In total, the speech broke no new ground on monetary policy or the Fed’s economic outlook. However, the comments indicated that officials remain concerned about not losing the progress made against inflation and will make decisions based on incoming data rather than a preset course.

“We believe that our policy rate is likely at its peak for this tightening cycle. If the economy evolves broadly as expected, it will likely be appropriate to begin dialing back policy restraint at some point this year,” Powell said in the comments. “But the economic outlook is uncertain, and ongoing progress toward our 2 percent inflation objective is not assured.”

He noted again that lowering rates too quickly risks losing the battle against inflation and likely having to raise rates further, while waiting too long poses danger to economic growth.

Markets had been widely expecting the Fed to ease up aggressively following 11 interest rate hikes totaling 5.25 percentage points that spanned March 2022 to July 2023.

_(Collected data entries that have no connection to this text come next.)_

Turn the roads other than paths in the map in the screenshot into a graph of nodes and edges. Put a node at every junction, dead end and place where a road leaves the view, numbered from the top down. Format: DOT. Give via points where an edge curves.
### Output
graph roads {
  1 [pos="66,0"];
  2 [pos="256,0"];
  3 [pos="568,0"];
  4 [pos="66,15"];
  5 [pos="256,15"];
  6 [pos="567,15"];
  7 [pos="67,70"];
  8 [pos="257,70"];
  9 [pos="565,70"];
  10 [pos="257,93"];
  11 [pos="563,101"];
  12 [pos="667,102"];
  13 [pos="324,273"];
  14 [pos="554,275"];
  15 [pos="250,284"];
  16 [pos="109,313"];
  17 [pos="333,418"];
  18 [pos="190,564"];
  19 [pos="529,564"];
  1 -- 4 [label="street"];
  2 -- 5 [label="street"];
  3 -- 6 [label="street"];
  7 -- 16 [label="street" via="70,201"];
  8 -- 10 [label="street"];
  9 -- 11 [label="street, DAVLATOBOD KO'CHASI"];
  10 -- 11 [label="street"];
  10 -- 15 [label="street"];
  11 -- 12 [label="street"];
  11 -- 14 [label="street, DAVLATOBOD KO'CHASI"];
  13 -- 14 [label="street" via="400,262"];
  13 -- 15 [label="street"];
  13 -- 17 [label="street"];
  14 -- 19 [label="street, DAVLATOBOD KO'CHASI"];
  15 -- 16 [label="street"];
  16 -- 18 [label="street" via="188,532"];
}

In recent weeks, though, those expectations have changed following multiple cautionary statements from Fed officials. The January meeting helped cement the Fed’s cautious approach, with the statement explicitly saying rate cuts aren’t coming yet despite the market’s outlook.

As things stand, futures market pricing points to the first cut coming in June, part of four reductions this year totaling a full percentage point. That’s slightly more aggressive than the Fed’s outlook in December for three cuts.

Despite the resistance to move forward on cuts, Powell noted the movement the Fed has made toward its goal of 2% inflation without tipping over the labor market and broader economy.

“The economy has made considerable progress toward these objectives over the past year,” Powell said. He noted that inflation has “eased substantially” as “the risks to achieving our employment and inflation goals have been moving into better balance.”

Inflation as judged by the Fed’s preferred gauge is currently running at a 2.4% annual rate — 2.8% when stripping out food and energy in the core reading that the Fed prefers to focus on. The numbers reflect “a notable slowing from 2022 that was widespread across both goods and services prices.”

“Longer-term inflation expectations appear to have remained well anchored, as reflected by a broad range of surveys of households, businesses, and forecasters, as well as measures from financial markets,” he added.

Powell is likely to face a variety of questions during his two-day visit to Capitol Hill, which starts with an appearance Wednesday before the House Financial Services Committee and concludes Thursday before the Senate Banking Committee.

Though the Fed tries to stay out of politics, the presidential election year poses particular challenges.

Former President Donald Trump, the likely Republican nominee, was a fierce critic of Powell and his colleagues while in office. Some congressional Democrats, led by Sen. Elizabeth Warren of Massachusetts, have called on the Fed to reduce rates as pressure builds on lower-income families to make ends meet.